China introduced the outpatient pooling fund model into Urban Employee Basic Medical Insurance (UEBMI) to increase the compensation level for outpatient costs, but the empirical evidence is extremely limited. As an early adopter of China's healthcare reform, Sanming City increased the reimbursement rate of general outpatient visits for UEBMI enrollee in August 2016. The reimbursement rate for UEBMI enrollees seeking general outpatient care at primary hospitals increased from 40% to 90%, and for secondary and above hospitals from 30% to 70%. This study aimed to assess the changes in medical service utilization, medical costs, and medical insurance fund expenditures among UEBMI enrollees after the improvement of outpatient pooling level for employees.

METHODS

A retrospective analysis was conducted using monthly monitoring data on public hospitals from August 2015 to August 2017 in Sanming City, China. An interrupted time-series analysis was performed to evaluate the level and trend changes in medical services utilization, medical costs, and UEBMI fund expenditures before and after the improvement of outpatient pooling level.

RESULTS

After the intervention, the number of monthly outpatient visits per capita for UEBMI enrollees increased by 0.047 immediately (<0.05), while the change in inpatient demand was insignificant (0.05). The medical cost per outpatient visit increased by 0.6% per month (<0.001). The out-of-pocket (OOP) cost per outpatient visit decreased by 23.66% immediately (<0.001), with a monthly increase of 1.61% afterward (<0.001). The outpatient fund expenditures increased by 151.68% immediately (<0.001), but decreased by 2.37% per month in the long term (<0.01).

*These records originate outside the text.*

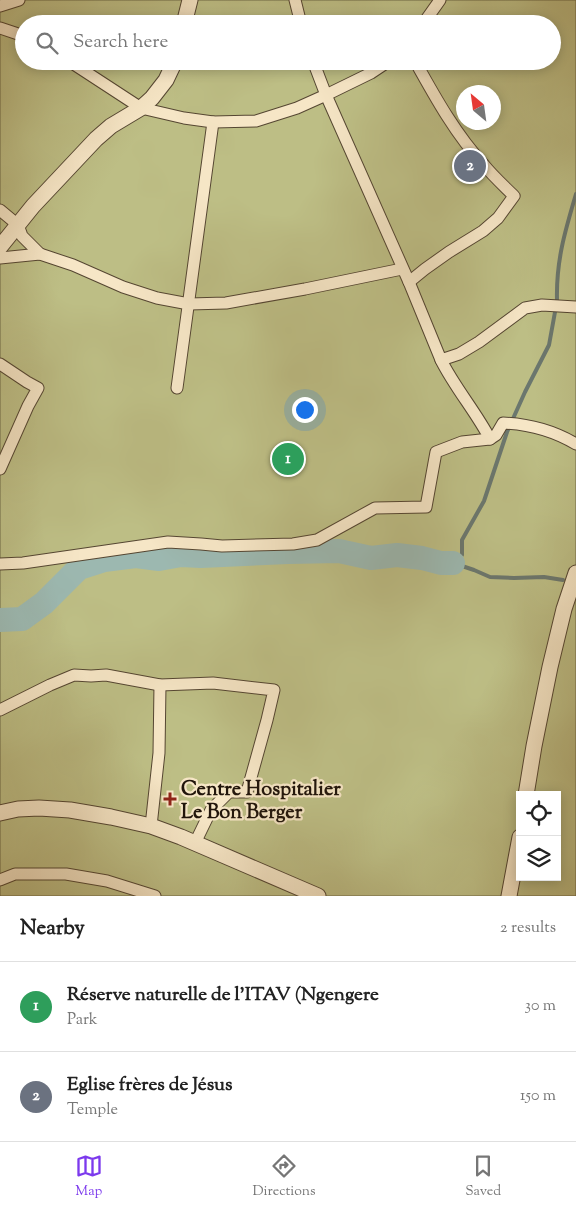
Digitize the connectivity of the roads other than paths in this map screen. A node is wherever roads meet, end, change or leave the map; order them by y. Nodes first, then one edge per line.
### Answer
1 (20, 0) edge
2 (190, 0) edge
3 (295, 0) edge
4 (440, 0) edge
5 (0, 6) edge
6 (186, 15) edge
7 (299, 15) edge
8 (429, 15) edge
9 (0, 28) edge
10 (15, 33) edge
11 (83, 70) edge
12 (171, 70) edge
13 (316, 70) edge
14 (376, 70) edge
15 (419, 70) edge
16 (326, 95) junction
17 (141, 108) junction
18 (213, 122) junction
19 (0, 210) edge
20 (18, 226) junction
21 (0, 247) edge
22 (40, 254) junction
23 (0, 258) edge
24 (402, 269) junction
25 (409, 282) junction
26 (189, 304) junction
27 (576, 306) edge
28 (441, 360) junction
29 (0, 364) edge
30 (177, 388) dead end
31 (490, 439) junction
32 (576, 444) edge
33 (0, 469) edge
34 (0, 564) edge
35 (576, 573) edge
36 (160, 685) junction
37 (0, 710) edge
38 (527, 791) edge
39 (0, 813) edge
40 (151, 826) junction
41 (195, 844) junction
42 (516, 858) edge
43 (0, 880) edge
44 (155, 896) edge
45 (318, 896) edge
46 (509, 896) edge

1 - 5 street
2 - 6 street
3 - 7 street
4 - 8 street
9 - 10 street
11 - 17 street
12 - 17 street
13 - 16 street
14 - 16 street
15 - 25 street
16 - 18 street
16 - 24 street
17 - 18 street
17 - 20 street
18 - 26 street
19 - 20 street
20 - 21 street
20 - 22 street
22 - 23 street
22 - 26 street
24 - 25 street
24 - 26 street
25 - 28 street
26 - 30 street
27 - 28 street
28 - 31 street
29 - 33 street
31 - 32 street
31 - 34 street
35 - 38 street
36 - 37 street
36 - 40 street
36 - 41 street
39 - 40 street
40 - 41 street
41 - 45 street
42 - 46 street
43 - 44 street

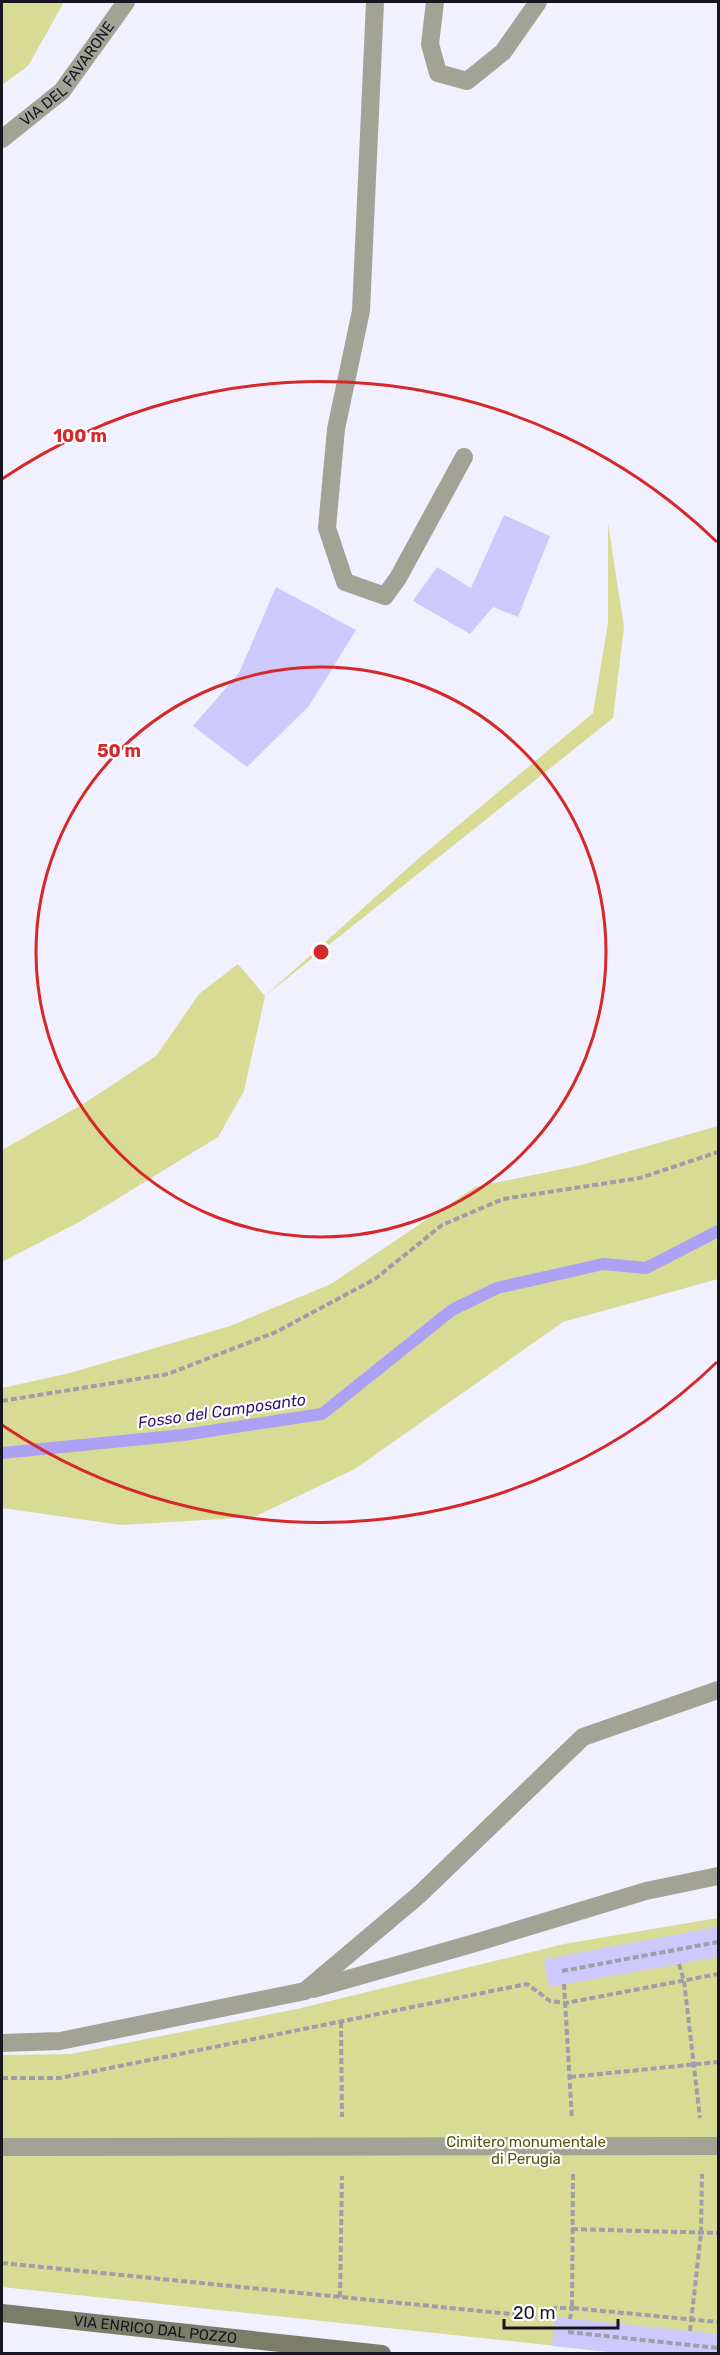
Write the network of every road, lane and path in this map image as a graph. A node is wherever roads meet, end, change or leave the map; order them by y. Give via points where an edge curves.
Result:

The total and inpatient fund expenditures varied insignificantly (0.05).

CONCLUSION

The improvement of outpatient pooling level for urban employees had positive effects on stimulating the demand for outpatient medical services, reducing OOP costs, and maintaining the sustainability of UEBMI funds, while the long-term effect was weakened, and the substitution effect between inpatient and outpatient healthcare was insignificant. There is an urgent need to improve the outpatient benefits, establish a value-based outpatient payment method and an intelligent medical insurance fund monitoring system.

摘要

背景

中国将门诊统筹基金模式引入城镇职工基本医疗保险(UEBMI)以提高门诊费用补偿水平,但实证证据极为有限。作为中国医疗改革的早期 adopters,三明市于 2016 年 8 月提高了 UEBMI 参保人员普通门诊就诊的报销比例。UEBMI 参保人员在基层医院寻求普通门诊治疗的报销比例从 40%提高到 90%,在二级及以上医院从 30%提高到 70%。本研究旨在评估提高职工门诊统筹水平后 UEBMI 参保人员的医疗服务利用、医疗费用和医疗保险基金支出的变化。

方法

利用中国三明市 2015 年 8 月至 2017 年 8 月公立医院的月度监测数据进行回顾性分析。进行中断时间序列分析以评估门诊统筹水平提高前后医疗服务利用、医疗费用和 UEBMI 基金支出的水平和趋势变化。

结果

干预后,UEBMI 参保人员人均每月门诊就诊次数立即增加了 0.047(<0.05),而住院需求变化不显著(0.05)。每次门诊就诊的医疗费用每月增加 0.6%(<0.001)。每次门诊就诊的自付费用立即下降了 23.66%(<0.001),之后每月增加 1.61%(<0.001)。门诊基金支出立即增加了 151.68%(<0.001),但从长期来看每月下降 2.37%(<0.01)。总基金支出和住院基金支出变化不显著(0.05)。

结论

提高城镇职工门诊统筹水平对刺激门诊医疗服务需求、降低自付费用和维持 UEBMI 基金的可持续性有积极影响,但其长期效果减弱,住院和门诊医疗之间的替代效应不显著。迫切需要提高门诊待遇,建立基于价值的门诊支付方式和智能医疗保险基金监测系统。